##### Provided material

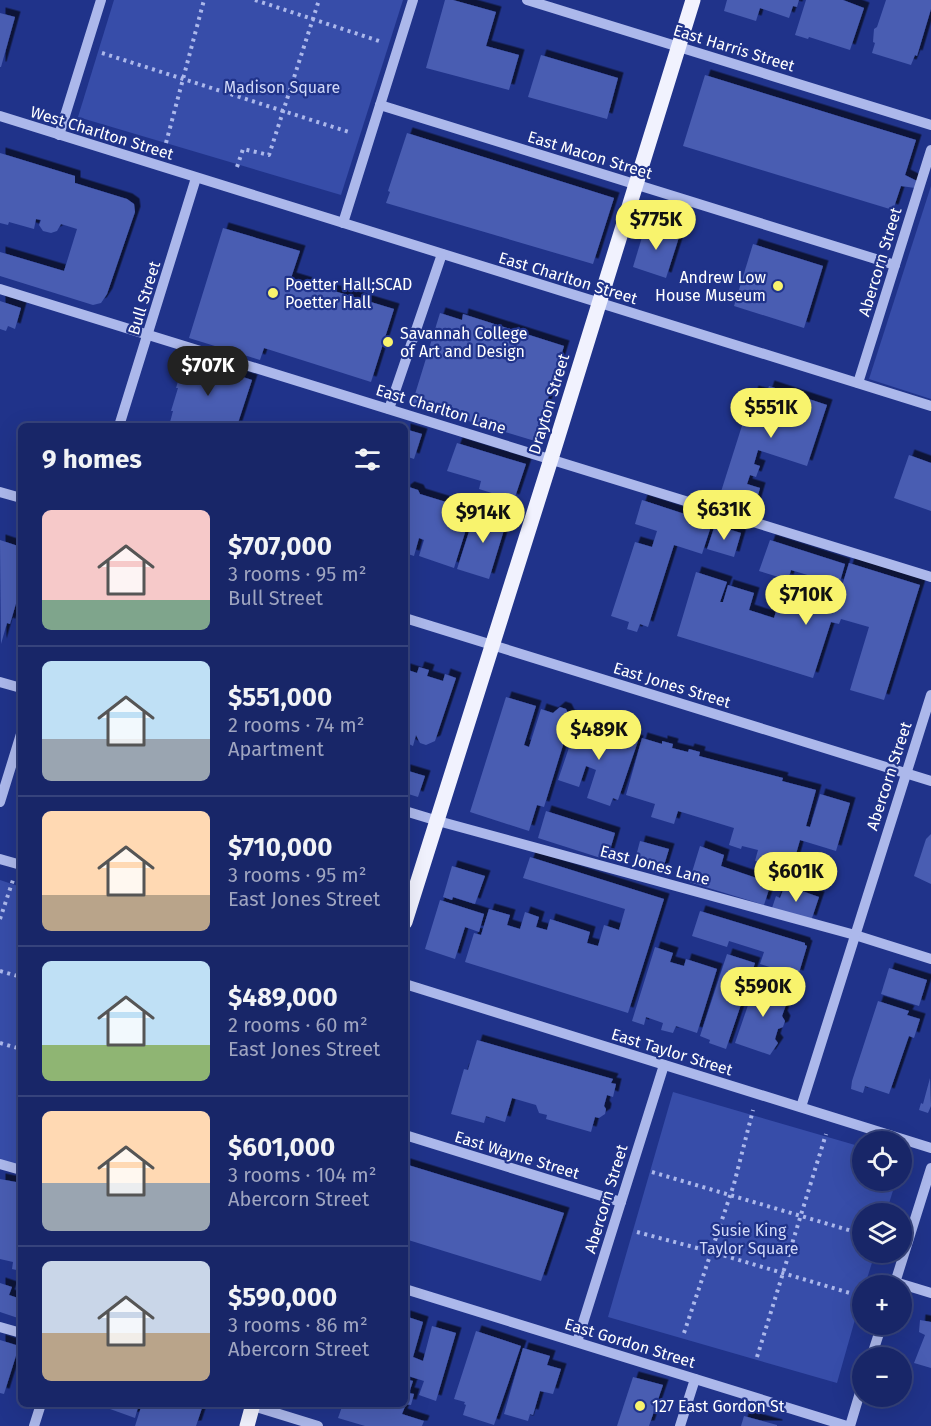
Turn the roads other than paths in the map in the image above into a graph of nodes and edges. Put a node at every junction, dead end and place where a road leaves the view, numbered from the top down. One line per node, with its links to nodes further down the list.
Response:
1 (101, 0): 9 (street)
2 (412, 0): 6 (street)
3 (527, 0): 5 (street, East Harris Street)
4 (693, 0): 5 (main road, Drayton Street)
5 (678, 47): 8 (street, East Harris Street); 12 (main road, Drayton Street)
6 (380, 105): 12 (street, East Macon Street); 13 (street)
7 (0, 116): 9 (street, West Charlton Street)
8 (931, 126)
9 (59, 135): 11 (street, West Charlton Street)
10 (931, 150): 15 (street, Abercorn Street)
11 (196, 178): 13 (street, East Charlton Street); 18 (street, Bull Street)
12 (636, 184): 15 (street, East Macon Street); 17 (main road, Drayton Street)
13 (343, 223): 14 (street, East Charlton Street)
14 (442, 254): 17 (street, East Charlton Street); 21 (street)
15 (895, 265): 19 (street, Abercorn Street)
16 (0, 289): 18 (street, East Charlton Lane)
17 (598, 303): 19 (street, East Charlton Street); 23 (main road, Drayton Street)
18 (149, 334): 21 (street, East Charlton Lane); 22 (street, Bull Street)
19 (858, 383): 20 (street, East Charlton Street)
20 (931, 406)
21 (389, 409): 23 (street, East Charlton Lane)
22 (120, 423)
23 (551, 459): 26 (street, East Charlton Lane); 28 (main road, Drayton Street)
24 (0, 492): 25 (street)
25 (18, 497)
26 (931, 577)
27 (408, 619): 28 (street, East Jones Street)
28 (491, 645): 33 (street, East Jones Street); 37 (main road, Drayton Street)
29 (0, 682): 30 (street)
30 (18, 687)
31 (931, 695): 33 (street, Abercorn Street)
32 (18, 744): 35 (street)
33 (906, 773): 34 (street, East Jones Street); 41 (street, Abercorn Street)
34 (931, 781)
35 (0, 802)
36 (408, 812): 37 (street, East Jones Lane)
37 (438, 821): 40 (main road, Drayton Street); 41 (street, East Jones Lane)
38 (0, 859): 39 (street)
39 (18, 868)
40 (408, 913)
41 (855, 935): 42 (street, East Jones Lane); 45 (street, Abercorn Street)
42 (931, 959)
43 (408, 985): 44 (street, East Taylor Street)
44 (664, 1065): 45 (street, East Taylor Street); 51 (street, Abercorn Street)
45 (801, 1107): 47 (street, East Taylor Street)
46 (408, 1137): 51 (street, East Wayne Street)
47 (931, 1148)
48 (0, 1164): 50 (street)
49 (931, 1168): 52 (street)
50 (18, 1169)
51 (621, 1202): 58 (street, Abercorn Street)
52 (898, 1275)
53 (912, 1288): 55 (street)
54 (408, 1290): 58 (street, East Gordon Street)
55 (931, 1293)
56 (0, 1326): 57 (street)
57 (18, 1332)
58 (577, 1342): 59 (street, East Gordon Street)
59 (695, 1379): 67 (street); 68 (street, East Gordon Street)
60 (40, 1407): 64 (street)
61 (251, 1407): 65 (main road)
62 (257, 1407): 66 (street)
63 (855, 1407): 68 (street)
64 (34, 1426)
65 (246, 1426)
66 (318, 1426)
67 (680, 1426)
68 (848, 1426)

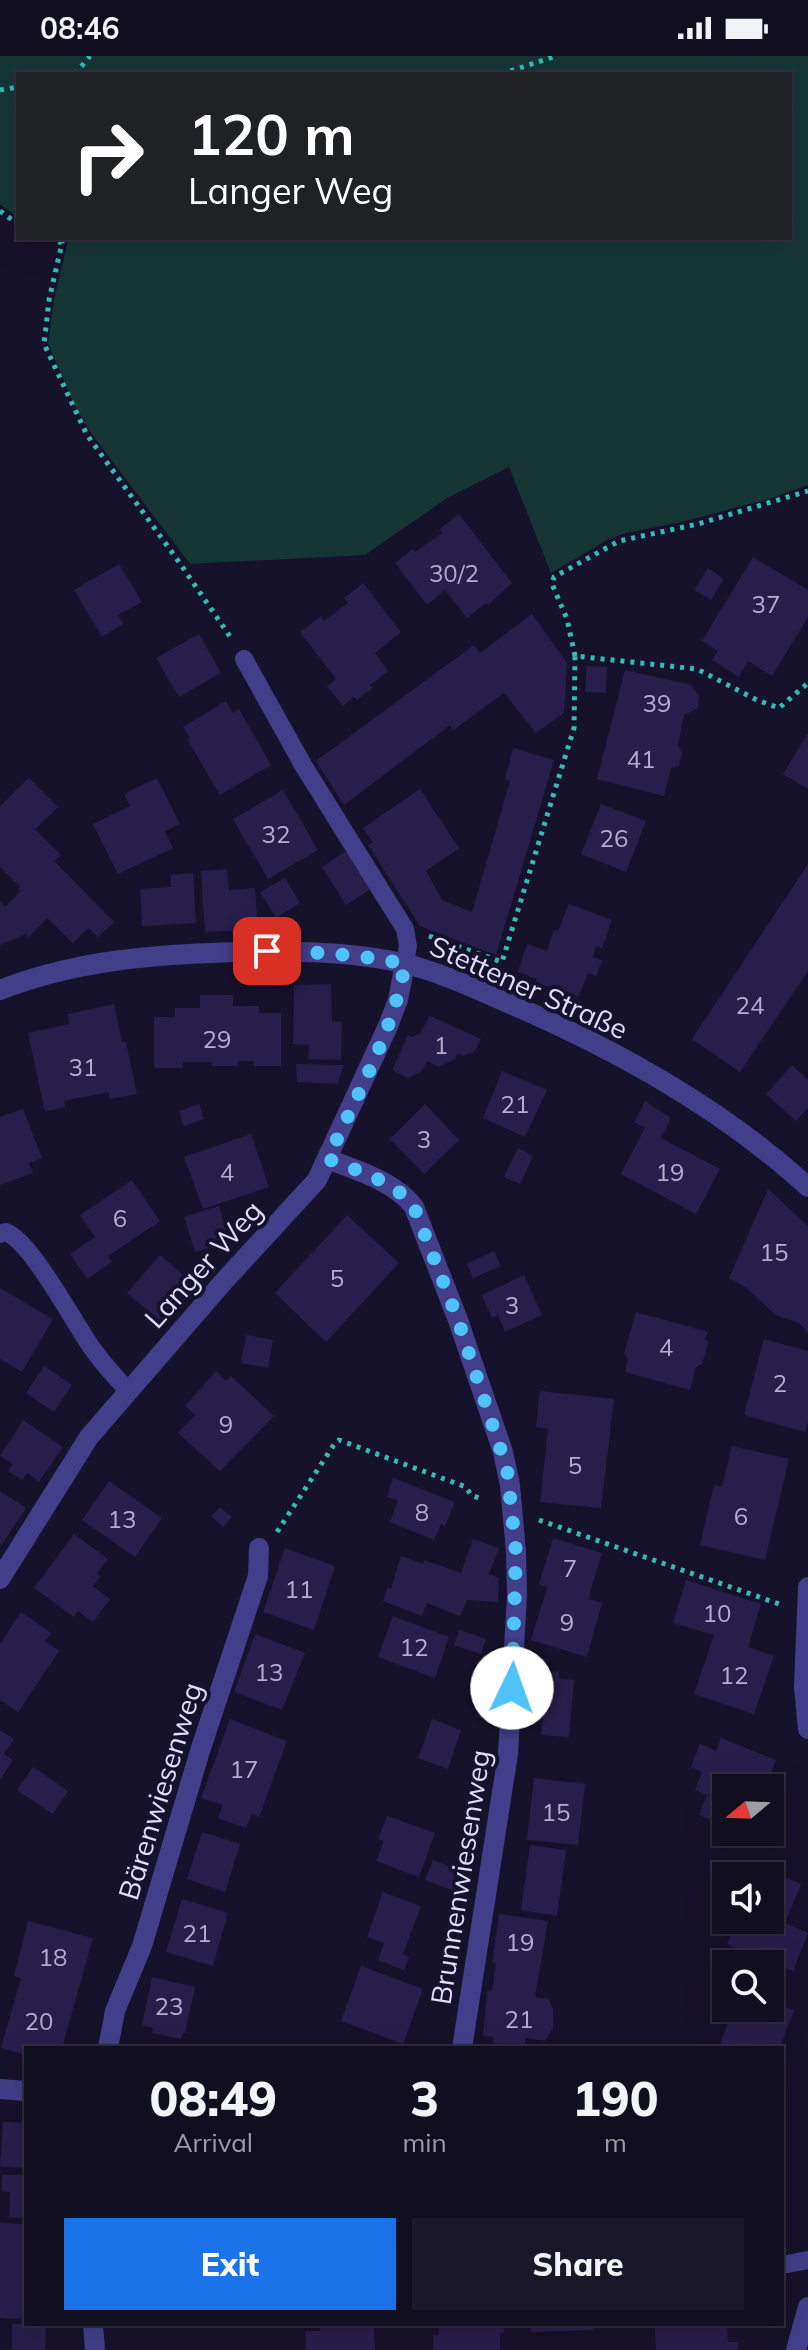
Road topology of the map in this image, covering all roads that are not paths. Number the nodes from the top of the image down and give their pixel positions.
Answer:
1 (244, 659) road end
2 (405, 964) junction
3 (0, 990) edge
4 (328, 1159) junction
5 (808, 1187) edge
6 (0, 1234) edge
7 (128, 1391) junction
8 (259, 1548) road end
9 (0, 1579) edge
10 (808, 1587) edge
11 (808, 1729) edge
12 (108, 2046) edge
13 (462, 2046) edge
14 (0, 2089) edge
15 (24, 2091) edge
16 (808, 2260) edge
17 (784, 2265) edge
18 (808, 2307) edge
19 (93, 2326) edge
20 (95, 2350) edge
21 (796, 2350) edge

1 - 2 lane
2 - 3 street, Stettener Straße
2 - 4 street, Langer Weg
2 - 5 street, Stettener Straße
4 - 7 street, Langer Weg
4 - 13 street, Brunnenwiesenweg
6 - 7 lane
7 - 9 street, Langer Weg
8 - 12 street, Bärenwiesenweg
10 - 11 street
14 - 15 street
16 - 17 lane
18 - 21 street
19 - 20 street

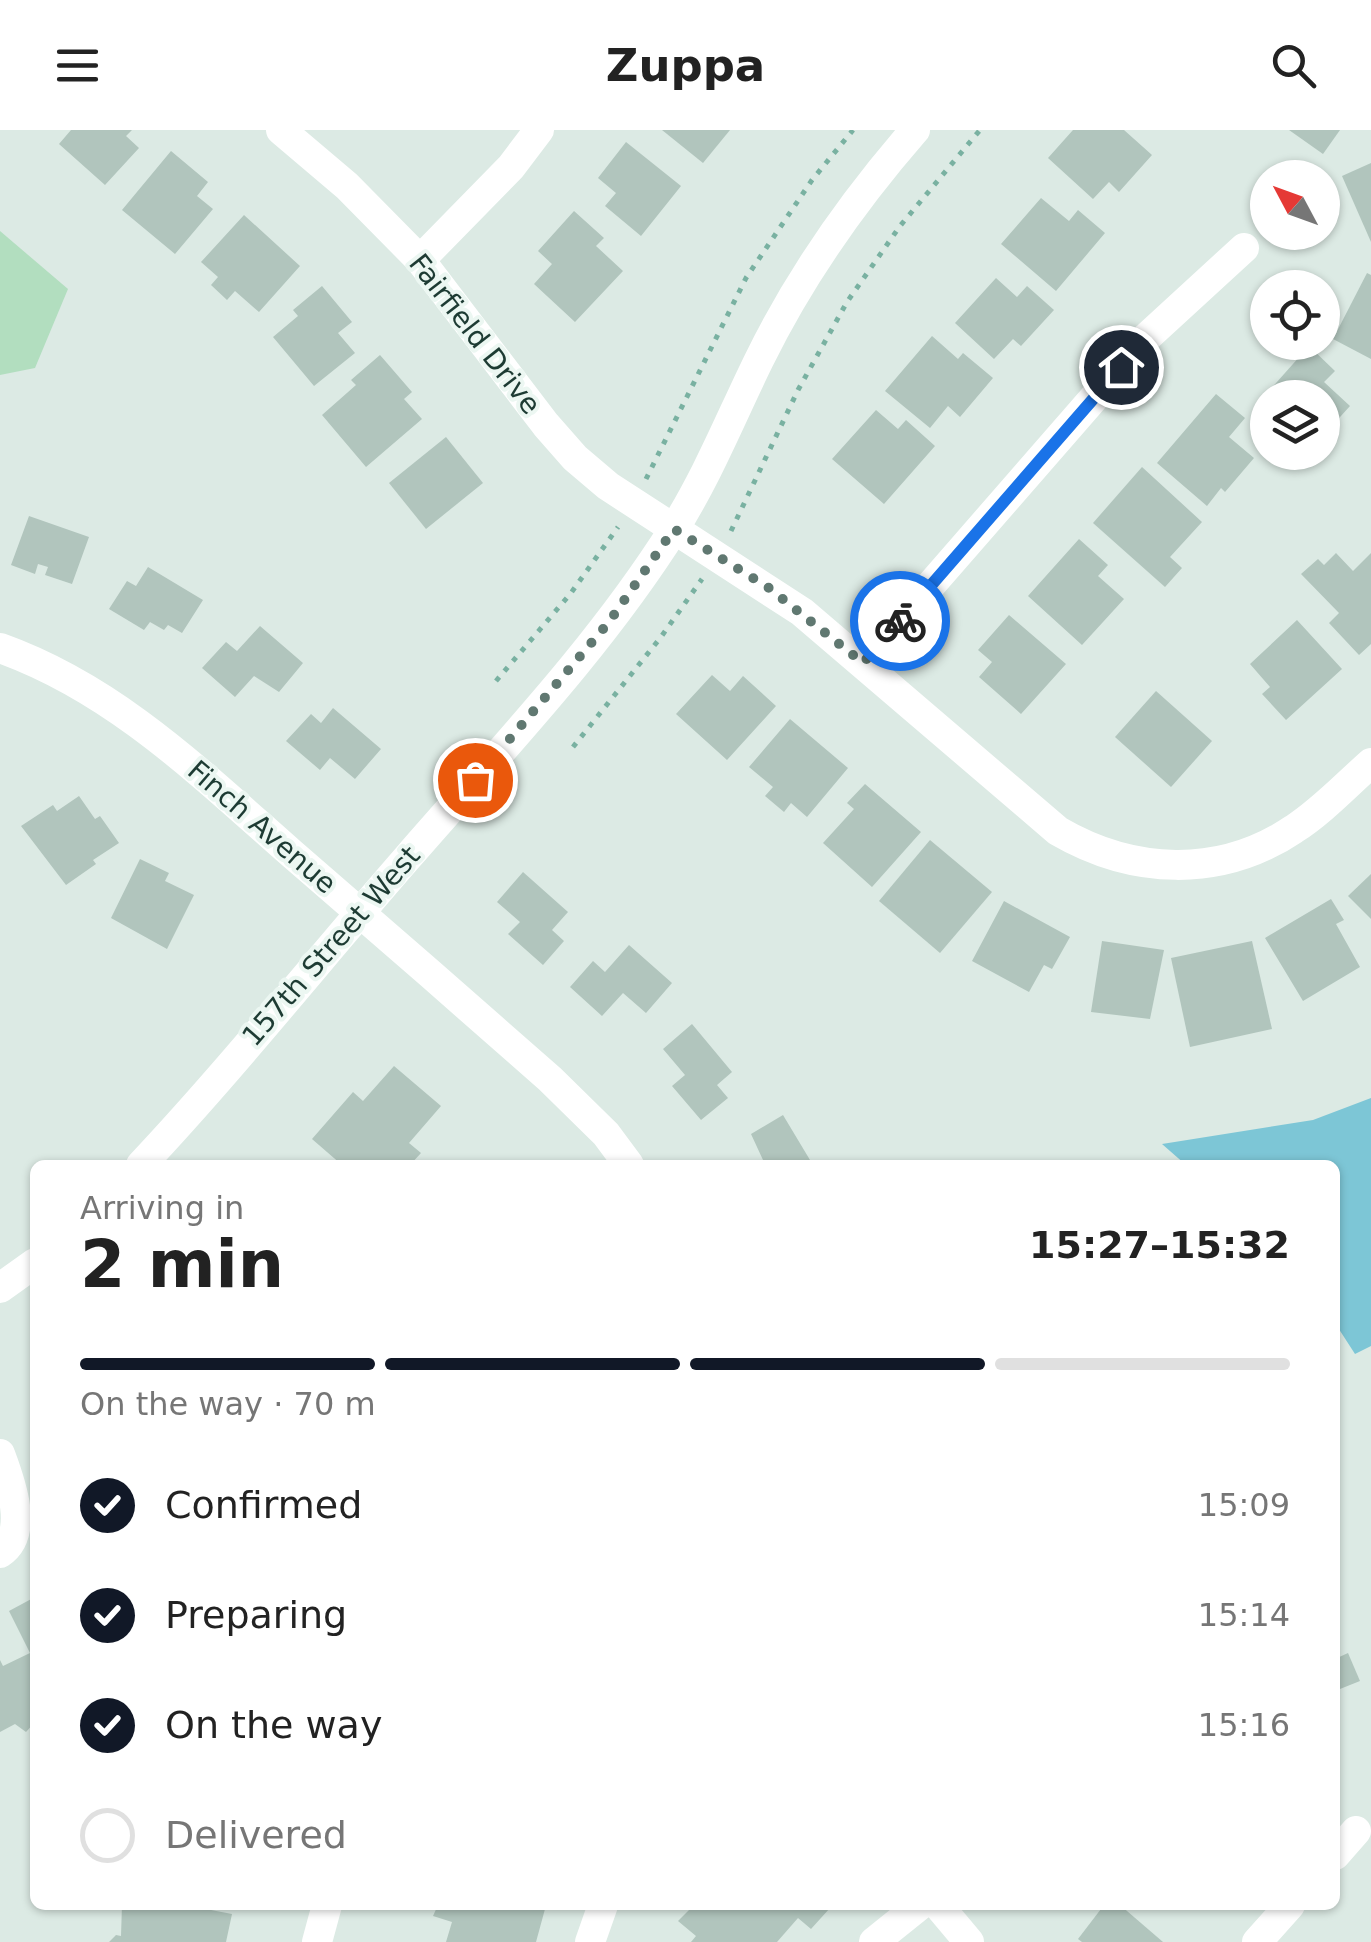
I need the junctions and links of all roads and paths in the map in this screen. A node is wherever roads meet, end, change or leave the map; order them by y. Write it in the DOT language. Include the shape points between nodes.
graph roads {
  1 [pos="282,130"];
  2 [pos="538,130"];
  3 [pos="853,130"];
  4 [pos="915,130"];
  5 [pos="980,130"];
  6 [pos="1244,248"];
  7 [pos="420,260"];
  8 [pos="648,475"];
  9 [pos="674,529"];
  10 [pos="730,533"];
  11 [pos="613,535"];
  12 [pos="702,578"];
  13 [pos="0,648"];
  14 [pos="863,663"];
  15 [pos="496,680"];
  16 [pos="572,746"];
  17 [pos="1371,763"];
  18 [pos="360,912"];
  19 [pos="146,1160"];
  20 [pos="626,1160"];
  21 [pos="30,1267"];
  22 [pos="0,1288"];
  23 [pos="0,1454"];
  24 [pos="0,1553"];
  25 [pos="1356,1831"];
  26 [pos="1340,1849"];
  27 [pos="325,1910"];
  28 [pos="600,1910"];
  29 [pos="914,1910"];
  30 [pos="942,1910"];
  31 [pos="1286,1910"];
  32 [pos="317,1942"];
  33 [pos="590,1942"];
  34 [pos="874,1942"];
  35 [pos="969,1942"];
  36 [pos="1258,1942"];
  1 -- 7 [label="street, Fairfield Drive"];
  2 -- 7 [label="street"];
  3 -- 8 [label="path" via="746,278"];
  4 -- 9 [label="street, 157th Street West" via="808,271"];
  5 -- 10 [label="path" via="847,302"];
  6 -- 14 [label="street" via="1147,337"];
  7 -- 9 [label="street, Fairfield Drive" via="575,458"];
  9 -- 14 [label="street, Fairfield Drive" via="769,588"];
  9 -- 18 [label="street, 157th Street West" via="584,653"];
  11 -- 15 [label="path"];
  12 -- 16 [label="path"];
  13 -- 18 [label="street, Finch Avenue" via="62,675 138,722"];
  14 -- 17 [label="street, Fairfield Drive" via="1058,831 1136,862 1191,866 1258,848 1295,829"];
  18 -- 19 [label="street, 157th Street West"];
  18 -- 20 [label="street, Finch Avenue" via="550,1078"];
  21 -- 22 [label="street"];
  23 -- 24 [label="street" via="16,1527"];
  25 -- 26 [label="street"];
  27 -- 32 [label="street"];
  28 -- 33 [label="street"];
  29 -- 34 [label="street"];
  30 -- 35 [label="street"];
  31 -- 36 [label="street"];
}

##########

→ **Aim of the exercise**
Please tally the lines of the material that contain the word "Bull", then give the total alone.

→ **Solution to the problem**
2